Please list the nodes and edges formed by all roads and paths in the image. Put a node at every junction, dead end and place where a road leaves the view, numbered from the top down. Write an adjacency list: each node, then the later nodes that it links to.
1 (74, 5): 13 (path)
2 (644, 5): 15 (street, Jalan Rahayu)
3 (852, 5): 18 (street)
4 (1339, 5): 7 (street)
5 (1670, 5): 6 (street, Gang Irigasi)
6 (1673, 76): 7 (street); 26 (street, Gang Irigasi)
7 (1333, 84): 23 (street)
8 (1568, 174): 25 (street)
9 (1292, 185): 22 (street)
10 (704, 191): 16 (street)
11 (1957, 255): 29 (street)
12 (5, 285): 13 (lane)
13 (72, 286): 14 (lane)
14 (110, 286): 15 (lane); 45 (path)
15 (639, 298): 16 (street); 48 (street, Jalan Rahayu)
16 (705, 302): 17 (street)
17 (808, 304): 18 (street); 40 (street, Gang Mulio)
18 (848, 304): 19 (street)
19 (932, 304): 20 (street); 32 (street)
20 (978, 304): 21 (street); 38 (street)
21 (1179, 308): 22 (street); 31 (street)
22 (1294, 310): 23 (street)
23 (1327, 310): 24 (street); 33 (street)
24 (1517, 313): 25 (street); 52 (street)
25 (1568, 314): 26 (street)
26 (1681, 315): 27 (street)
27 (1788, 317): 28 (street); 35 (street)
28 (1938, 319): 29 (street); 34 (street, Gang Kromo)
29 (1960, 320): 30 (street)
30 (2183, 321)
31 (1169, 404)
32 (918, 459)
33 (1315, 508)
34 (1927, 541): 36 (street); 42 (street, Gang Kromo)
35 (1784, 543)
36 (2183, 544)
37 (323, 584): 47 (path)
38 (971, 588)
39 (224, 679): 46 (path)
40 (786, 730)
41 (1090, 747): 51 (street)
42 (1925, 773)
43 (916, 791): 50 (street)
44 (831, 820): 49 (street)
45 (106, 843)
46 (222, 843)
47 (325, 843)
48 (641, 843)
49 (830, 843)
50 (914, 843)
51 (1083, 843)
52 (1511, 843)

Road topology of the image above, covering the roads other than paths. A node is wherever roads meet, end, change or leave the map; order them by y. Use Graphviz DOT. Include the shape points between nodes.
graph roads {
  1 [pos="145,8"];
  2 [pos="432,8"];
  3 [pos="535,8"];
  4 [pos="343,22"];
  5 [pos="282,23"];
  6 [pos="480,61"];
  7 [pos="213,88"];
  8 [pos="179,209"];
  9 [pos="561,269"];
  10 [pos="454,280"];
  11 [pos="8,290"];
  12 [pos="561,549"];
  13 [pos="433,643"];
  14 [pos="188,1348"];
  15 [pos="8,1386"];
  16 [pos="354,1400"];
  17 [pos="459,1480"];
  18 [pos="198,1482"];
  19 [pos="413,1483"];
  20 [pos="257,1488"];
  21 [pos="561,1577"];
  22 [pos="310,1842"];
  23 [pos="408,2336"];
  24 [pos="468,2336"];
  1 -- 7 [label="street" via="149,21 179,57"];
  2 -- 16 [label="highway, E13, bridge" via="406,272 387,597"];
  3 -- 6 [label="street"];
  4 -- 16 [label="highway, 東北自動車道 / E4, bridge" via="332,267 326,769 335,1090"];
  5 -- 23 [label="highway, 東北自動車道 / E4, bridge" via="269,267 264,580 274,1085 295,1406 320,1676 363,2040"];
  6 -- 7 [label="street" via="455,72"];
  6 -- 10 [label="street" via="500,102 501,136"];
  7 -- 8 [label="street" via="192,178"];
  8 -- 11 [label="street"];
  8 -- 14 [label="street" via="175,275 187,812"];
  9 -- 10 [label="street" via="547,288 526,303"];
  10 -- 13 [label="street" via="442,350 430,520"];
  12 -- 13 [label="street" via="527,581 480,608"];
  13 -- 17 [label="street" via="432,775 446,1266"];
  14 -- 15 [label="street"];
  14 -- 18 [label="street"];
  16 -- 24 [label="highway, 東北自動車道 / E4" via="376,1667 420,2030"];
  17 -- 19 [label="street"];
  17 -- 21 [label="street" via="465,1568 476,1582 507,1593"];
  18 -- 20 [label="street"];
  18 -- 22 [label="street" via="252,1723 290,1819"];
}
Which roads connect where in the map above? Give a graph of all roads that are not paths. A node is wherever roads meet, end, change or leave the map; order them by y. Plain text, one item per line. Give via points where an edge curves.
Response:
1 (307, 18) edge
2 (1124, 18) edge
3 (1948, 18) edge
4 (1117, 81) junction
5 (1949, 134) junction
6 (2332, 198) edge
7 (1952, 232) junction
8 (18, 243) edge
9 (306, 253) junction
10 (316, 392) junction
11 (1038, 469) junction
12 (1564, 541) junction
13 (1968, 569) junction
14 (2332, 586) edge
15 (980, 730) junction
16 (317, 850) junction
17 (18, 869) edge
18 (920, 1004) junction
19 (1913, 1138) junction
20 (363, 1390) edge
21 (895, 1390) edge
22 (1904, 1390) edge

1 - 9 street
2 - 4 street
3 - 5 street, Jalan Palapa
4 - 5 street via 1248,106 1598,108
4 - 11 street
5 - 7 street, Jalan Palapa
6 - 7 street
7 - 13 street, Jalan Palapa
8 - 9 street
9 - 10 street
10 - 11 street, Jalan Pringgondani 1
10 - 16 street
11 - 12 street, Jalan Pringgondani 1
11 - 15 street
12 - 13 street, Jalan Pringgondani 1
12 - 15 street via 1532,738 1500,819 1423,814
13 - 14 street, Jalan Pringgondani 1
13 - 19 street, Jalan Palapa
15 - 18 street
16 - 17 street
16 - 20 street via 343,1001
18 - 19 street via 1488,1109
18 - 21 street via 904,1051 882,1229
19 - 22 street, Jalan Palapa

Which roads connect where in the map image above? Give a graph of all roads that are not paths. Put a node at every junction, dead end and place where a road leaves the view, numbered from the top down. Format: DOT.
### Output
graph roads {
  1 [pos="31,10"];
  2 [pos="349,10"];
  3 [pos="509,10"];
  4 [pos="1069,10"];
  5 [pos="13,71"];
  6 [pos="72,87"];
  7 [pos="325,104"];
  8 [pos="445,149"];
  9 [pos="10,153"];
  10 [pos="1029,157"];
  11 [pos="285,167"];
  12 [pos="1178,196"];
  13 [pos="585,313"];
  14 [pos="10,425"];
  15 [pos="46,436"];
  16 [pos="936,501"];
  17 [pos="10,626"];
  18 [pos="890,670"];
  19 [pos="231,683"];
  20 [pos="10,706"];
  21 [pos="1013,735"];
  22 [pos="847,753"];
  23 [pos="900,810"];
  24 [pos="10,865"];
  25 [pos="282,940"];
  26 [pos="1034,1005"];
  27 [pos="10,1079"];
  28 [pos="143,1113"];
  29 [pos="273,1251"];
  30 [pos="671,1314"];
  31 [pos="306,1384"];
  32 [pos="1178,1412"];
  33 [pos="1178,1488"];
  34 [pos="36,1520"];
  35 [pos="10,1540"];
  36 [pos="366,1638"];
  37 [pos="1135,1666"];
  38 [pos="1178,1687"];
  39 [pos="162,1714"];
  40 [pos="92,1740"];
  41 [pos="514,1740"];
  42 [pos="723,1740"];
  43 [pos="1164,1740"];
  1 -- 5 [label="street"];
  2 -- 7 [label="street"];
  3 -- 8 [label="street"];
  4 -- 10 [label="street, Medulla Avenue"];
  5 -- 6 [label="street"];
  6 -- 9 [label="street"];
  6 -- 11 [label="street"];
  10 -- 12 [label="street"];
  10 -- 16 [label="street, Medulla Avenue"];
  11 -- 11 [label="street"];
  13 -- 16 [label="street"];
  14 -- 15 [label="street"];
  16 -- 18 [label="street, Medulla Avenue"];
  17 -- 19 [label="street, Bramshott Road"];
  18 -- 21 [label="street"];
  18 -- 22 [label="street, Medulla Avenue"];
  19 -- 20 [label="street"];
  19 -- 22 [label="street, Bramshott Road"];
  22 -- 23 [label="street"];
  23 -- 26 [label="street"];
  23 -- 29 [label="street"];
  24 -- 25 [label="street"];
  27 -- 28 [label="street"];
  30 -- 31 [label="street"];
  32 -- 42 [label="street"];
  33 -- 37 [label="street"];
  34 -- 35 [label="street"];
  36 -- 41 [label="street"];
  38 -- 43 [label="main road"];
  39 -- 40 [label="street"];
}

______

• **TASK INSTRUCTIONS**: Copy out each line of the data that holds the string "Irigasi".

• **RESULT OF THE EXERCISE**:
5 (1670, 5): 6 (street, Gang Irigasi)
6 (1673, 76): 7 (street); 26 (street, Gang Irigasi)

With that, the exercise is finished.